◆ **To do**
Go through the data and retrieve each line that includes the string "setLineDash".

Given records: Begin

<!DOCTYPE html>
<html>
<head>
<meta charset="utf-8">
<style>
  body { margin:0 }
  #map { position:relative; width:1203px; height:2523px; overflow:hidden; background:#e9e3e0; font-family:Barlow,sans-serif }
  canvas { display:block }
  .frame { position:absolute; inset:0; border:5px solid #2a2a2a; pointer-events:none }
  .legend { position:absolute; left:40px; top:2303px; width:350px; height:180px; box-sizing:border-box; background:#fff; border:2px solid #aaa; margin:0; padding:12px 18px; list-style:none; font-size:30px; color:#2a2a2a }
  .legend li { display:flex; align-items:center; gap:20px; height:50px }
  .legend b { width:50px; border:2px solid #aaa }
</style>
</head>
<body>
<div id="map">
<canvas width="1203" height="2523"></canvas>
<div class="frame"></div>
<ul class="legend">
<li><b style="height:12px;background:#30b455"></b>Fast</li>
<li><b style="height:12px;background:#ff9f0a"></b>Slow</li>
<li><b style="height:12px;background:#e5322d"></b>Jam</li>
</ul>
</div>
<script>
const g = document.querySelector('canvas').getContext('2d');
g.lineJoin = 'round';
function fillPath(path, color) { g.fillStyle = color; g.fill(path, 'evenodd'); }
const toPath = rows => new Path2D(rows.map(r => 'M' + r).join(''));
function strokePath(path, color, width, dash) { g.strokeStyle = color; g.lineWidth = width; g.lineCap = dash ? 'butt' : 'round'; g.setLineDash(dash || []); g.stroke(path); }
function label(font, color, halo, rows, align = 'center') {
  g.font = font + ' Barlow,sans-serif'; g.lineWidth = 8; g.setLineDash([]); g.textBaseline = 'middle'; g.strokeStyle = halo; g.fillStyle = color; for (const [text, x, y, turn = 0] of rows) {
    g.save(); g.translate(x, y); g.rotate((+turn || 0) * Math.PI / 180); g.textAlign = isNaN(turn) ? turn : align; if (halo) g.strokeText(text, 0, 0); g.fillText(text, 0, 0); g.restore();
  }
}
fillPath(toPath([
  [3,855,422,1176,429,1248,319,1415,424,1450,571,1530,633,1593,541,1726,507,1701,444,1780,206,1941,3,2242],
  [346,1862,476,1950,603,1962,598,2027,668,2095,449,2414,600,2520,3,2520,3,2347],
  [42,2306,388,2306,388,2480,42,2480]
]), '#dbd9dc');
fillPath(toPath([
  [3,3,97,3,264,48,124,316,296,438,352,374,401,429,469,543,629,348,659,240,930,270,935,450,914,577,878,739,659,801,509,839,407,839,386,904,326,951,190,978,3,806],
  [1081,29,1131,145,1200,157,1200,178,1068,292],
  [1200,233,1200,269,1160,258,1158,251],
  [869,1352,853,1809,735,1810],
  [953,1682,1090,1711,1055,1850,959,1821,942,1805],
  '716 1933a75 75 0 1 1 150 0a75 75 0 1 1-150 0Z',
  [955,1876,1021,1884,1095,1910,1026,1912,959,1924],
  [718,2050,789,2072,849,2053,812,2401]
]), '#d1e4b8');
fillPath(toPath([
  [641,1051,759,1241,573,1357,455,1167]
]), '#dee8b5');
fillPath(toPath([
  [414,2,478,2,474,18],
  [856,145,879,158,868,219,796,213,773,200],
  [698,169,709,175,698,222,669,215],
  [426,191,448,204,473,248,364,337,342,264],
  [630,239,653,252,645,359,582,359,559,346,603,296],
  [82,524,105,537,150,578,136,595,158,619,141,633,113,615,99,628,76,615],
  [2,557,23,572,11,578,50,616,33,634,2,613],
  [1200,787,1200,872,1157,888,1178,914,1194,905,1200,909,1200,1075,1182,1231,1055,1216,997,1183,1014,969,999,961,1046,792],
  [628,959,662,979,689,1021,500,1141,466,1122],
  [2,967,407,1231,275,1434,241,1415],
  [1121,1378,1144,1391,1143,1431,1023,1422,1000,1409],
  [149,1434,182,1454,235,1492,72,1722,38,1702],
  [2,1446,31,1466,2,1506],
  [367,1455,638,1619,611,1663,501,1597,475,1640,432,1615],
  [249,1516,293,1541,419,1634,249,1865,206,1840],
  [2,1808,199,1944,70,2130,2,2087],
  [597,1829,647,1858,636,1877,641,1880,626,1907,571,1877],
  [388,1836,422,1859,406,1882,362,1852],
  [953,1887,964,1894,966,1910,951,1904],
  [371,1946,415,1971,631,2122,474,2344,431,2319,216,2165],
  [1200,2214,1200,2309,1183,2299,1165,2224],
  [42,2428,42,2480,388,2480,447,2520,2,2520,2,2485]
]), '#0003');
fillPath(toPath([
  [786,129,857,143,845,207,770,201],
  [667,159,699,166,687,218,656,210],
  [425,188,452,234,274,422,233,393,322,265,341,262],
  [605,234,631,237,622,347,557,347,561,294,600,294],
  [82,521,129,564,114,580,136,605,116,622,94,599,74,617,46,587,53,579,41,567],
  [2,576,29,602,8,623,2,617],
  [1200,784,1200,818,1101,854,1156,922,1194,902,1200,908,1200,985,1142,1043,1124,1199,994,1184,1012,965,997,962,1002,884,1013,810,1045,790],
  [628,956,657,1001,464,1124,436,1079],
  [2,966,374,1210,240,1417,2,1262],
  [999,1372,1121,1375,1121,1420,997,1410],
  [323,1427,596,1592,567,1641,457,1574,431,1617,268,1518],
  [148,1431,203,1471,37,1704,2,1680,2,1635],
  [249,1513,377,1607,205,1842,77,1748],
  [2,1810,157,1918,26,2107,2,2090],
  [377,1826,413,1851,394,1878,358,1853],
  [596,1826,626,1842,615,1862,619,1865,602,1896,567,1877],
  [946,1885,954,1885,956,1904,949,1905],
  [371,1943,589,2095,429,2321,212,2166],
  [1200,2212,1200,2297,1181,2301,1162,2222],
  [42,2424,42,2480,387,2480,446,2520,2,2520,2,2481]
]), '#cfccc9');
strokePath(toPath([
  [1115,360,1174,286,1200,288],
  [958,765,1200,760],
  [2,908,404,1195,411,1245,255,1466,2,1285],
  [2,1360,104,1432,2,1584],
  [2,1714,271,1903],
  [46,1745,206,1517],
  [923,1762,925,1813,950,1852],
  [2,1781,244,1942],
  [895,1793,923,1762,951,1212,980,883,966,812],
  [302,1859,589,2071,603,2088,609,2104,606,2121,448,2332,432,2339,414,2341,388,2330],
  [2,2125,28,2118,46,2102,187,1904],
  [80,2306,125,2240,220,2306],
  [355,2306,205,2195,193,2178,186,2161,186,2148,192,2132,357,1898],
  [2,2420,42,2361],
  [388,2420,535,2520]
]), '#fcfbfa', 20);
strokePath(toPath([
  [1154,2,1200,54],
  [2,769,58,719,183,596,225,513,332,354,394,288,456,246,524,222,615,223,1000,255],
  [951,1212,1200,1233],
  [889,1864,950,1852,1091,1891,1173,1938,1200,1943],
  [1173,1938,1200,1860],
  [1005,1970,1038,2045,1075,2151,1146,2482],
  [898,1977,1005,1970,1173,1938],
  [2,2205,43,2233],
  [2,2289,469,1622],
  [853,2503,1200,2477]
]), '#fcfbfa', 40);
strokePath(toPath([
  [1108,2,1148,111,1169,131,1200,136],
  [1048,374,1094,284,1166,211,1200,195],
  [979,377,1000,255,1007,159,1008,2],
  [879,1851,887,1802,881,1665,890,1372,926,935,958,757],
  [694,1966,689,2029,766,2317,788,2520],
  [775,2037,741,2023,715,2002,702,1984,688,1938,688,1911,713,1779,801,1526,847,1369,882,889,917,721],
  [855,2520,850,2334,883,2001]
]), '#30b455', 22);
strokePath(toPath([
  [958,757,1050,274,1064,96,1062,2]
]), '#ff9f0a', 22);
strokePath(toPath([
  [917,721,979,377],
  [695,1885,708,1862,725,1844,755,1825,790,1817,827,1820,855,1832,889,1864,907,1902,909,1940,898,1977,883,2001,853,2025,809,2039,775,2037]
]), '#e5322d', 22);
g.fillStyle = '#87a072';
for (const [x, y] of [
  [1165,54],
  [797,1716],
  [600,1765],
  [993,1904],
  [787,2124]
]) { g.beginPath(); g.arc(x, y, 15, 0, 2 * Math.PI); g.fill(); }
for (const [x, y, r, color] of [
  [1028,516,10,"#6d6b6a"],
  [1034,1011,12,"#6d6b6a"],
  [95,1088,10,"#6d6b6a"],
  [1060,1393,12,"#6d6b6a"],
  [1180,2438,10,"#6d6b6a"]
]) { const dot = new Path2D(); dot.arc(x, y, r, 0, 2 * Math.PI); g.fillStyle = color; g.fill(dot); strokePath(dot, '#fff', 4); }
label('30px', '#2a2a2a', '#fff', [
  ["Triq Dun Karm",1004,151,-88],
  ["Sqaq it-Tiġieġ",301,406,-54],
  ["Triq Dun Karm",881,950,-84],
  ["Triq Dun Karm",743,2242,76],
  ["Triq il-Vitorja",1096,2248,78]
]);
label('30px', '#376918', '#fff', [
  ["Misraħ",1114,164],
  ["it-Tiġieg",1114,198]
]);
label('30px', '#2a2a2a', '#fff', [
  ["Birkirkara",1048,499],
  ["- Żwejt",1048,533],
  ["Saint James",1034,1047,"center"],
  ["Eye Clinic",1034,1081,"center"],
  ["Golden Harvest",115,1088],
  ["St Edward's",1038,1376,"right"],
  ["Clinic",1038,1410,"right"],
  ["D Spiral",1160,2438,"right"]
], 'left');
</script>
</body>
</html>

Given records: End

◆ **Written reply**
function strokePath(path, color, width, dash) { g.strokeStyle = color; g.lineWidth = width; g.lineCap = dash ? 'butt' : 'round'; g.setLineDash(dash || []); g.stroke(path); }
  g.font = font + ' Barlow,sans-serif'; g.lineWidth = 8; g.setLineDash([]); g.textBaseline = 'middle'; g.strokeStyle = halo; g.fillStyle = color; for (const [text, x, y, turn = 0] of rows) {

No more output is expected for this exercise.